Boiling conditionboils when vapour pressure = external (atmospheric) pressure
Up a mountain the air pushes less, so the vapour pressure wins sooner: water boils below 100 °C and food cooks slowly. A pressure cooker does the opposite — more pressure, higher boiling point, faster cooking.
4 — Surface tension
- Surface tension — the inward pull on the surface molecules of a liquid, which makes the surface behave like a stretched elastic skin and shrink to the smallest area. It decreases as temperature rises.
A molecule deep inside the liquid is tugged equally in every direction. But a molecule at the surface has no neighbours above it, so the net pull is straight down and inward. That taut "skin" is strong enough to hold up a steel coin, let a water strider walk across a pond, and pull a free drop into a sphere.
Watch the panel: inward arrows snap the surface tight, and a coin rests on top — supported not by floating, but by the stretched skin of surface tension.
5 — Viscosity
- Viscosity — the internal resistance of a liquid to flow, caused by friction between its layers. It is higher for larger molecules and stronger intermolecular forces, and it falls as temperature rises.
Tip two spoons at once: water runs off in an instant, but honey oozes in a slow, thick rope. Honey's big, sticky, strongly-attracting molecules drag past one another far harder than water's small ones — that drag is viscosity.
Warm the honey and it pours easily, because heat lets the molecules slip past each other — the same reason engine oil is thinned by a warm engine.
6 — Capillary action
- Capillarity — the rise (or fall) of a liquid in a narrow tube, set by the balance of adhesion (liquid sticks to the tube) and cohesion (liquid sticks to itself).
Dip a very thin straw into water and the water climbs up by itself, against gravity. Water grips the glass walls (adhesion) more strongly than it grips itself (cohesion), so it creeps upward, curving into a concave meniscus. The narrower the tube, the higher it climbs.
This is how a paper towel soaks up a spill, and how water is drawn up from a plant's roots to its highest leaves. Mercury does the reverse — it grips itself harder, so it is pushed down.
7 — Ranking the forces
Every property so far came down to one thing: how sticky the molecules are to each other. Those sticky forces come in three strengths — picture them as glue lines of growing thickness.
| Force | Acts between | Strength |
|---|
| London (dispersion) | all molecules | weakest, but adds up |
| Dipole–dipole | polar molecules | moderate |
| Hydrogen bonding | H–F, H–O, H–N | strongest of these |
- London force — a fleeting, instant dipole induces one in a neighbour; present in everything and growing with size and mass.
- Dipole–dipole — the δ+ end of one polar molecule pulls the δ− end of the next.

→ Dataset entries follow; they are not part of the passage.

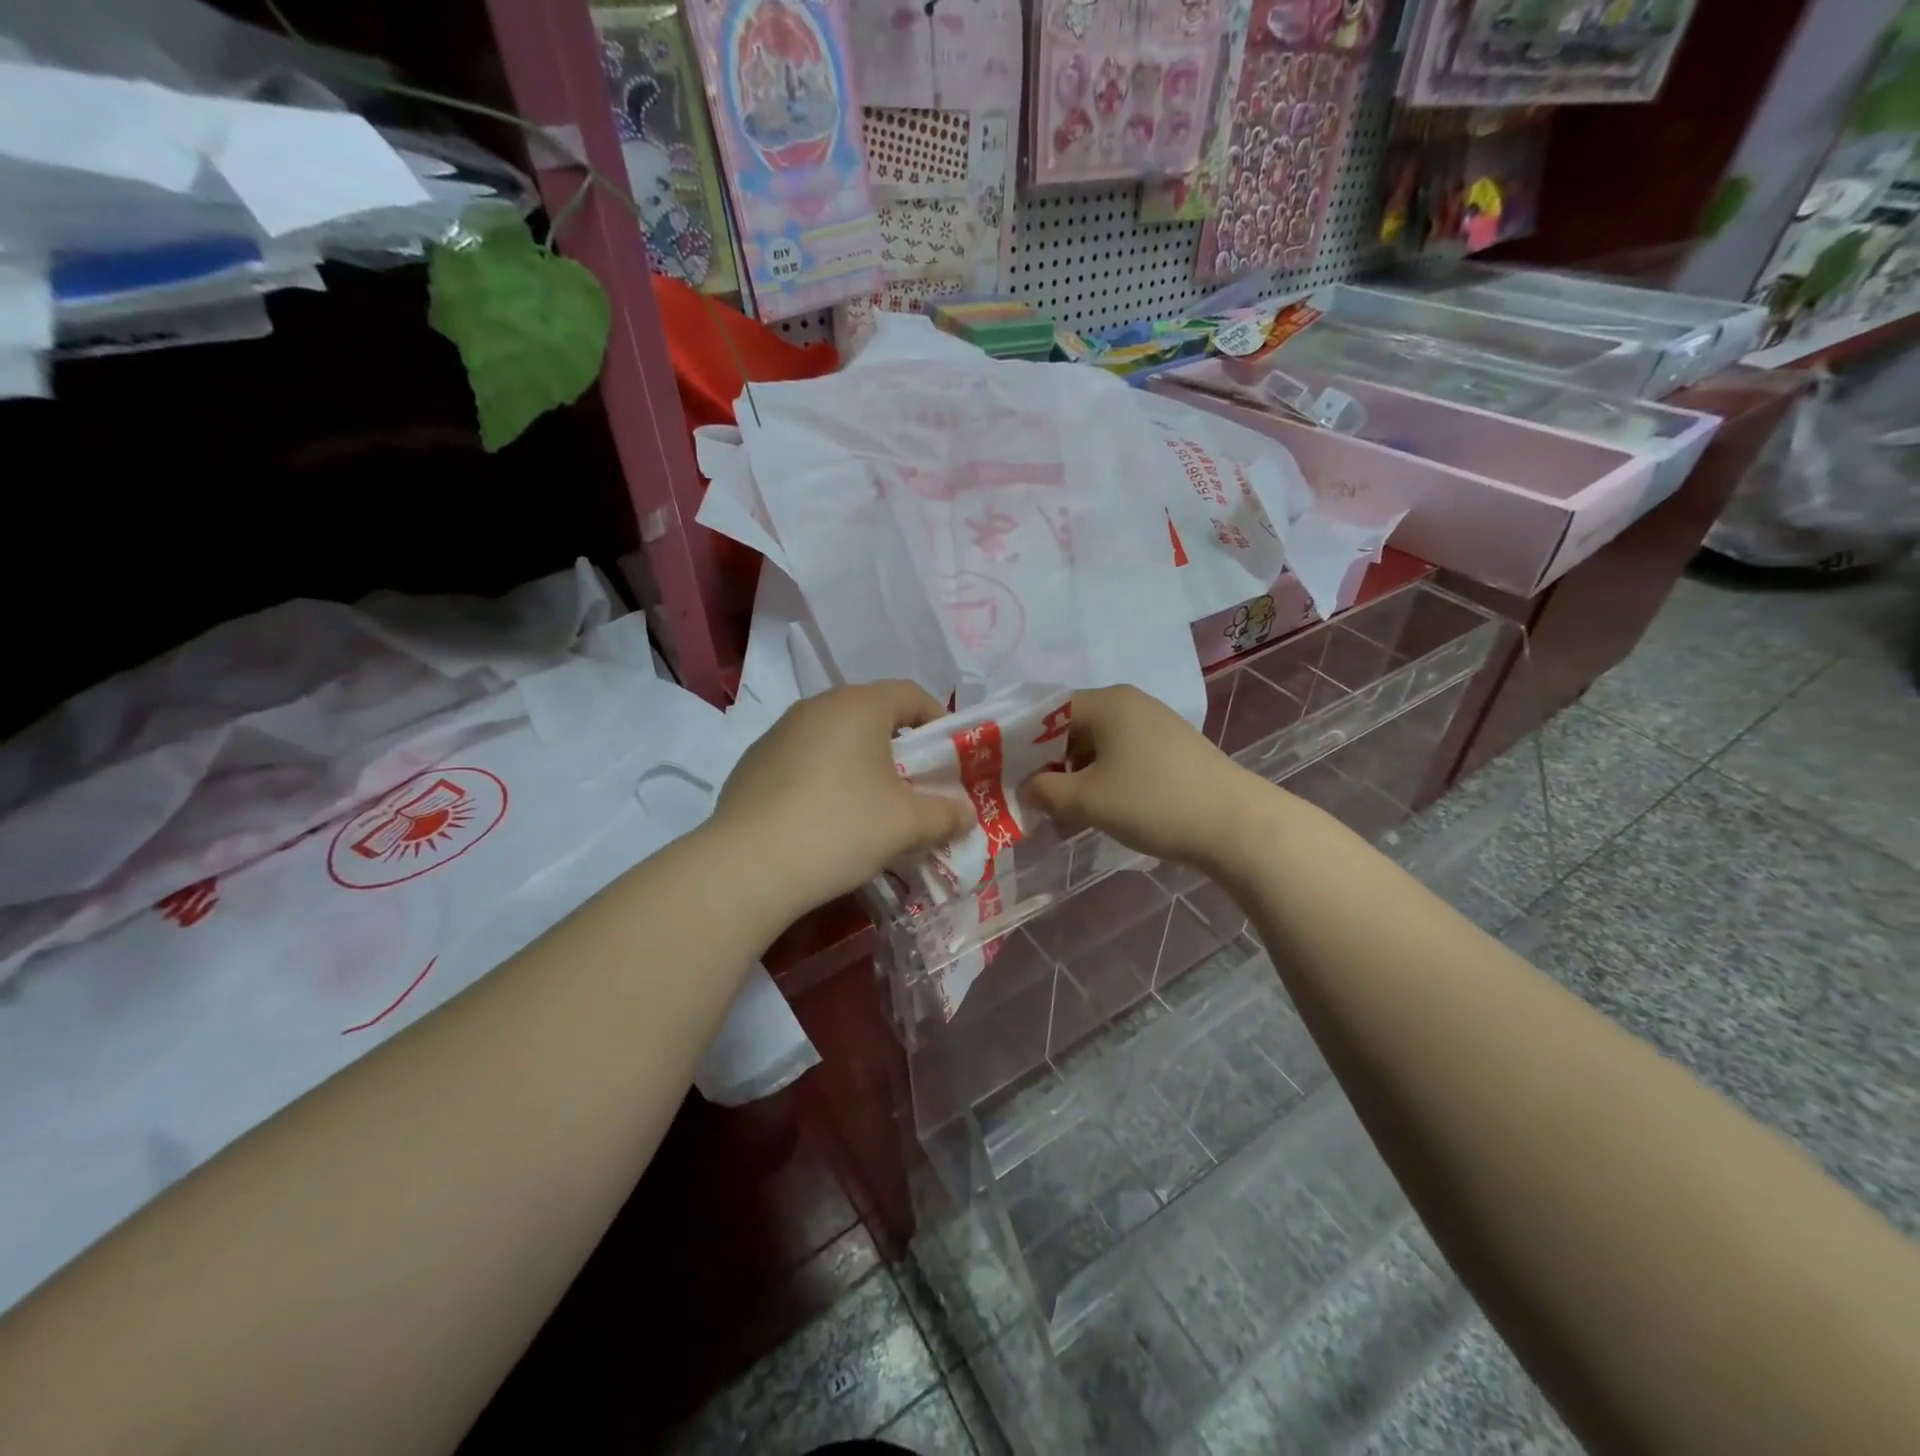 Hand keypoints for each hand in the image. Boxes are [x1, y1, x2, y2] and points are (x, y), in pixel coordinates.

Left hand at [712, 681, 972, 915]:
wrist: (747, 866)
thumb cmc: (841, 827)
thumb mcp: (907, 824)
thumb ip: (946, 814)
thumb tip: (966, 814)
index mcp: (858, 706)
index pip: (910, 694)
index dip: (937, 721)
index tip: (949, 757)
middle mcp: (815, 707)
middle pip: (871, 715)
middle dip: (899, 748)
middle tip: (914, 787)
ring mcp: (778, 734)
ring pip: (834, 739)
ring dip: (859, 764)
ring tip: (869, 808)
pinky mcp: (752, 764)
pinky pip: (803, 762)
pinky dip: (824, 780)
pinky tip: (823, 821)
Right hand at [1025, 685, 1269, 872]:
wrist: (1235, 824)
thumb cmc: (1153, 802)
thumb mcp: (1088, 800)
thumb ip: (1045, 792)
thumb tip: (1026, 788)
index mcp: (1107, 702)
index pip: (1046, 711)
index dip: (1021, 742)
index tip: (1005, 773)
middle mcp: (1130, 702)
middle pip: (1071, 726)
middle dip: (1048, 761)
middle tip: (1033, 795)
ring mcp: (1154, 723)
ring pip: (1097, 743)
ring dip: (1075, 772)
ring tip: (1064, 807)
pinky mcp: (1171, 746)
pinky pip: (1122, 753)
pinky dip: (1103, 775)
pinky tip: (1100, 805) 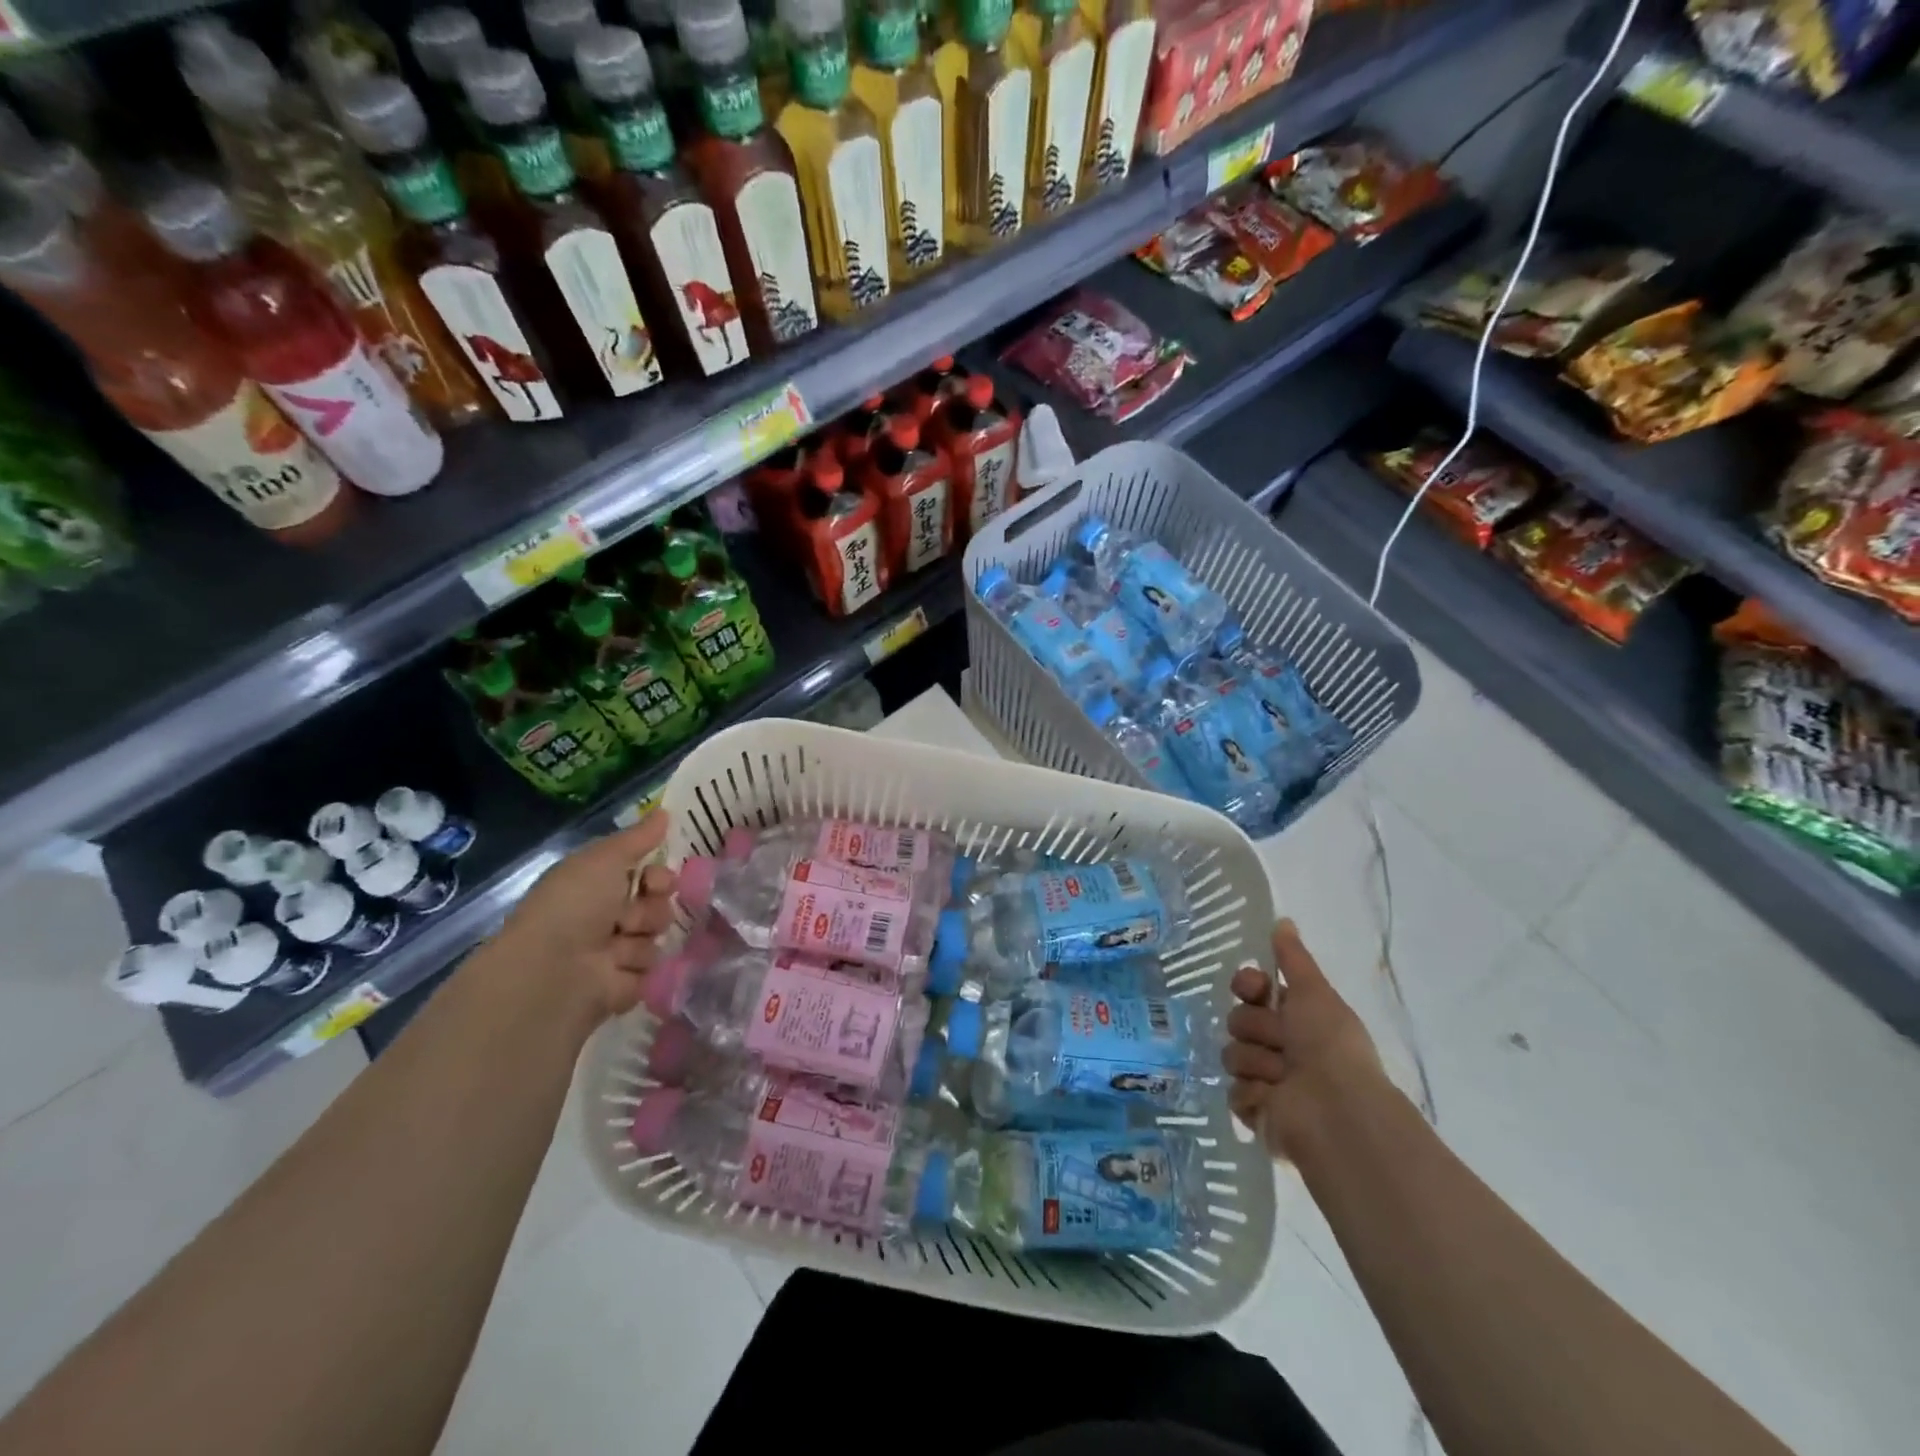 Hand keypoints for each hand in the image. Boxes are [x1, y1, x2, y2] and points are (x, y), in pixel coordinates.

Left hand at [484, 813, 678, 1023]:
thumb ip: (638, 837)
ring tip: (615, 950)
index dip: (658, 877)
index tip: (655, 881)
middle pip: (657, 907)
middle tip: (631, 917)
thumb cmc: (573, 906)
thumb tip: (664, 811)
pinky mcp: (623, 988)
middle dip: (653, 909)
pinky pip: (651, 972)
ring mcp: (613, 955)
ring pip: (656, 939)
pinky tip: (616, 972)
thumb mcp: (603, 859)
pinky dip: (636, 971)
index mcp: (595, 887)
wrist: (551, 972)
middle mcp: (604, 919)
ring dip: (641, 940)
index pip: (646, 877)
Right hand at [1224, 918, 1388, 1161]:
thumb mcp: (1314, 993)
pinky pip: (1233, 1091)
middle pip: (1238, 1020)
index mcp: (1295, 1018)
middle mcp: (1280, 1046)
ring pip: (1232, 1055)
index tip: (1253, 988)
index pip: (1250, 990)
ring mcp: (1266, 1080)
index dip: (1247, 986)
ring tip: (1282, 1077)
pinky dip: (1254, 1095)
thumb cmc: (1329, 1046)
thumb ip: (1293, 958)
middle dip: (1256, 1028)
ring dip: (1257, 1063)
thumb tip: (1283, 920)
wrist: (1336, 1110)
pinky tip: (1273, 1100)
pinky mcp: (1255, 1111)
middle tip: (1281, 1042)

The whole rule: stronger glue → higher boiling point and viscosity, lower vapour pressure. That is why water (H-bonds) boils far above H₂S (only weak dipole forces).
8 — Exam recap
heat of vaporisation
Heat to vaporise 2 mol water at 100 °C: Q = n × ΔH_vap = 2 × 40.7 = 81.4 kJ
- Liquid state & intermolecular forces; hydrogen bonding (water's "Velcro").
- Evaporation and evaporative cooling (sweat).
- Vapour pressure → boiling point & the effect of external pressure.
- Surface tension (the floating coin); viscosity (honey vs water).
- Capillary action (climbing a straw); London < dipole < hydrogen-bond ladder.